By giving myself the time and space to think during a walk, my mind felt less noisy throughout the rest of the day, and I found myself in reliably better spirits overall. The endorphins from walking probably didn't hurt, either.
I…really liked it
On Day 7, I walked all 20,000 steps in one fell swoop in the morning so I could spend the rest of the day as I pleased, with no obligation to walk. Then 6:30 p.m. rolled around, and I felt a bizarre desire to…walk. I labeled my Strava activity "Stockholm syndrome" because I was so surprised that I wanted to walk an additional 4,000 steps just to stretch my legs and get some air.
There were, of course, a few days during which 20,000 steps felt inconvenient and tedious, and I'd have rather slept in or spent my evening on the couch. But for the most part, I felt excited and privileged to spend so much time walking.

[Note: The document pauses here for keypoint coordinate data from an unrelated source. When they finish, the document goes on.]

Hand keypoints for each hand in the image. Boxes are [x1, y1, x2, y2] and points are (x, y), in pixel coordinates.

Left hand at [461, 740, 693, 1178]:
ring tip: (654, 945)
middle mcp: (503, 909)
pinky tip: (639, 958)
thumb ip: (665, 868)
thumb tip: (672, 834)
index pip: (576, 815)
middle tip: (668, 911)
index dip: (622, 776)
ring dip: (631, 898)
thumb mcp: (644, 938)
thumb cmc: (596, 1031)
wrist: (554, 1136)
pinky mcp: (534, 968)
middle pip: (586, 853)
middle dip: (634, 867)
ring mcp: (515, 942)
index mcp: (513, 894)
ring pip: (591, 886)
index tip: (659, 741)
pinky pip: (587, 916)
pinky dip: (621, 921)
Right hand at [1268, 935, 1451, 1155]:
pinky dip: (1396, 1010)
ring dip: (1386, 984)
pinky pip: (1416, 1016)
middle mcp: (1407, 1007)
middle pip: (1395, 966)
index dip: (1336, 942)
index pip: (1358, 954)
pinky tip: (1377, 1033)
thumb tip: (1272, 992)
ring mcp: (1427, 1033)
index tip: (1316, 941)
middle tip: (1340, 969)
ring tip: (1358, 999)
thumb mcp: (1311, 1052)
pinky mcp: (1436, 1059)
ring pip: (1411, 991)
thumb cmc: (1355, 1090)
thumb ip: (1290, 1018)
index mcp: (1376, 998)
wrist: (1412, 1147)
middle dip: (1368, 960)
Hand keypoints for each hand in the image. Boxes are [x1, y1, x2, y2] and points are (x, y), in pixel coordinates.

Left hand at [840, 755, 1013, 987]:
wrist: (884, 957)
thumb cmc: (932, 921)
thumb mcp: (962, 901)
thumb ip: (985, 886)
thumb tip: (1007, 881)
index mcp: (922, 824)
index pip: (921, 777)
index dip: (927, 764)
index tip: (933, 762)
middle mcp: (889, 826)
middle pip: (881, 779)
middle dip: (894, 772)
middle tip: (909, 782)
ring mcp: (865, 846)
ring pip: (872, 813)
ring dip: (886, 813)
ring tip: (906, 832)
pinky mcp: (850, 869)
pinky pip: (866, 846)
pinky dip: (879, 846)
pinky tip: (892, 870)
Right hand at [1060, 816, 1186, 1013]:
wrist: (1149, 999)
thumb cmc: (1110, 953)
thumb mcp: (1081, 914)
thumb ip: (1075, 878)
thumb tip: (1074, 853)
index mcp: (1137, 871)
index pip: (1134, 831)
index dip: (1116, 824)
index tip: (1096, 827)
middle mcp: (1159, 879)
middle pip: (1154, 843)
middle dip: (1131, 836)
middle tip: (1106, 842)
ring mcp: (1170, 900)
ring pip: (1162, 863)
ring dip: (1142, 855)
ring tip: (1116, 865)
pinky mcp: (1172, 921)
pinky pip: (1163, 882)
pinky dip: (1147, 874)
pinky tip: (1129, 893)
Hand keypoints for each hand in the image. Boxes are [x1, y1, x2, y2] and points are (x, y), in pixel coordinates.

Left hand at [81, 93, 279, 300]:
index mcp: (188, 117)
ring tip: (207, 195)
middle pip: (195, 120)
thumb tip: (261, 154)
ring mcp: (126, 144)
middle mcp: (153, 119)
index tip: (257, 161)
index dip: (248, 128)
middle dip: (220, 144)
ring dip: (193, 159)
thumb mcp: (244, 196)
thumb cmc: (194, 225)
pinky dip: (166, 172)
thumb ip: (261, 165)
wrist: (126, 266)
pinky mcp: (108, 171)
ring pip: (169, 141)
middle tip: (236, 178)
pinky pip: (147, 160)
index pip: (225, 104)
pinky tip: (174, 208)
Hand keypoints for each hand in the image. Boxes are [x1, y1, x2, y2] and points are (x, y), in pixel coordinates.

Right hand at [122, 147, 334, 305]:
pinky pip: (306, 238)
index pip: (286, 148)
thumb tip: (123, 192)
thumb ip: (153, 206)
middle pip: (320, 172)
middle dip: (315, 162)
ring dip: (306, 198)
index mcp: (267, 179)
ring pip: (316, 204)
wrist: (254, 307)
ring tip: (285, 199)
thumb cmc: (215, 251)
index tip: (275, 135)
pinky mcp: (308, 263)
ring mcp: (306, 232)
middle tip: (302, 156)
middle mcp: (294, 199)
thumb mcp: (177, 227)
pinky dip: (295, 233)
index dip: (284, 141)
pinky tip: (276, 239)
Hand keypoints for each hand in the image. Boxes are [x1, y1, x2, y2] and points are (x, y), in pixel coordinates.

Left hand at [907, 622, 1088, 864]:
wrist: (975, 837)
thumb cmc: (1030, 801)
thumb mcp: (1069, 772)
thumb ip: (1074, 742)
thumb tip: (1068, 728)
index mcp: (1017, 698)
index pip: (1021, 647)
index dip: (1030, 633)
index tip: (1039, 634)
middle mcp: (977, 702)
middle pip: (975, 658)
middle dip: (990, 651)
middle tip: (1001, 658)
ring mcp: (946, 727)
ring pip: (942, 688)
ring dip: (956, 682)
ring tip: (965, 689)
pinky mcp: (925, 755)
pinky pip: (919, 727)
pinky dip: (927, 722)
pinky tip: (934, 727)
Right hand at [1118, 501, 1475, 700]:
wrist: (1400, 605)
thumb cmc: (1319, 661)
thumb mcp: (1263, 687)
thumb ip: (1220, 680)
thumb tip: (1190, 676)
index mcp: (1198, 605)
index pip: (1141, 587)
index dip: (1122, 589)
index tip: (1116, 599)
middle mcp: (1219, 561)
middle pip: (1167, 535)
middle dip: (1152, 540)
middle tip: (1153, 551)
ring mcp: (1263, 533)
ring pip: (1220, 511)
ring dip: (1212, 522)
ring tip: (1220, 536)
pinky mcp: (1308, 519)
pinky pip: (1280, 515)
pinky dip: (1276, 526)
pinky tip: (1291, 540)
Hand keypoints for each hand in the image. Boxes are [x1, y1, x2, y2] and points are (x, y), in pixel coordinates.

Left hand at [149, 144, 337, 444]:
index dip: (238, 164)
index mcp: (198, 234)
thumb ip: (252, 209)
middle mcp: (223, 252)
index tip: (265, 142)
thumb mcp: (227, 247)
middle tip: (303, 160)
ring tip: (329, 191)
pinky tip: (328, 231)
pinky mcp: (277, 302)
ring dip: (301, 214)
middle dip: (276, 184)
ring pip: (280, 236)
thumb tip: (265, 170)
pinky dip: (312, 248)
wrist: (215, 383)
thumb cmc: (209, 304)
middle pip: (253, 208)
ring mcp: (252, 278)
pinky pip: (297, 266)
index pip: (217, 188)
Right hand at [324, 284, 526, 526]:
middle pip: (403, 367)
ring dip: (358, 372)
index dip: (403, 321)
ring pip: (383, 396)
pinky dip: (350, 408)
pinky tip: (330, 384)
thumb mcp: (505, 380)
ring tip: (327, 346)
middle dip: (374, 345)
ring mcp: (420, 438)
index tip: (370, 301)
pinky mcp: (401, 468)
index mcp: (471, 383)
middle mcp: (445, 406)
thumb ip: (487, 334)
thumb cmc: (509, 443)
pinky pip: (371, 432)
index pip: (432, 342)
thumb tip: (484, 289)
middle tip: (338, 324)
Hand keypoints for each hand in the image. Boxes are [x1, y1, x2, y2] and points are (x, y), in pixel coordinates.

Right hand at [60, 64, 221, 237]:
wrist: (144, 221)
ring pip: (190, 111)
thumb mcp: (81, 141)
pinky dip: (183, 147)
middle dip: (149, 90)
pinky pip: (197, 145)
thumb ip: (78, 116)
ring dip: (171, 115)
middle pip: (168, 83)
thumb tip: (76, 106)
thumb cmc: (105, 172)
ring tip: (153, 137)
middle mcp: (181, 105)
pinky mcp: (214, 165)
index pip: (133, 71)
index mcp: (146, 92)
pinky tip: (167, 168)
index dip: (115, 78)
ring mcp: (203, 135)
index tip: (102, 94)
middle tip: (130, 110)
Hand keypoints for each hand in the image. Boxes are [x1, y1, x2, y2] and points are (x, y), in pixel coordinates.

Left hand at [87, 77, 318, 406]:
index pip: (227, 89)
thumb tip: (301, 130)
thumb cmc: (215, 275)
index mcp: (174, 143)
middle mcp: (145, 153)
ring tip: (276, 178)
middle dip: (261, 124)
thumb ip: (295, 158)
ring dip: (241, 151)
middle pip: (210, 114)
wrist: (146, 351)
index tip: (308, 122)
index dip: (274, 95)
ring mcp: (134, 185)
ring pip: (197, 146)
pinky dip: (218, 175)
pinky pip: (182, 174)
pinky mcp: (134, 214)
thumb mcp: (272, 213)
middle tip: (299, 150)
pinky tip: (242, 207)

Tips for walking 20,000 steps
- Invest in good shoes: Walking has a very low barrier to entry as far as exercise methods go. However, when you're walking long distances, it's important to wear a supportive pair of shoes that will keep your feet from becoming sore and blistered. I switched between a pair of Keen Uneek hiking sandals and running sneakers most days, miraculously ending the challenge with only one small blister and a pretty minor amount of foot pain for someone who had just trekked 140 miles in two weeks.
- Make a bathroom plan: It helped me to keep a mental map of the various bathrooms I could utilize along my route since at different points, I could be as far as 5 miles from home. I used bathrooms in parks, museums, and cafes, along with one unfortunate but necessary visit to a porta-potty.
- Build up to it: As is the case with all exercise methods, you should build up your strength gradually to avoid injury while walking. Plus, if one day of walking 20,000 steps leaves you feeling sore and miserable, you aren't likely to want to do it again and form a habit. Start by choosing an attainable walking goal within your fitness level and increase your step count over time.
- Enjoy the time out in your community: I know I'm not the only person who got a little too used to staying home during the pandemic. Sometimes, I find it hard to motivate myself to, in internet slang, "touch grass." But for me, the best part of walking 20,000 steps a day has been going out into the world more. I've stumbled upon outdoor jazz performances, said hi to countless adorable passing dogs, smelled flowers, dipped my toes in the lake, and enjoyed my surroundings much more than I would have if I stayed home gazing at my screens.
It's certainly not necessary to walk 20,000 steps a day—but after doing it for the last two weeks, I find myself feeling calmer, fitter, and more excited to get outside and explore the world around me. If you want to take on a similar challenge, be sure to build up your miles gradually, make a bathroom plan, and invest in a good pair of walking shoes.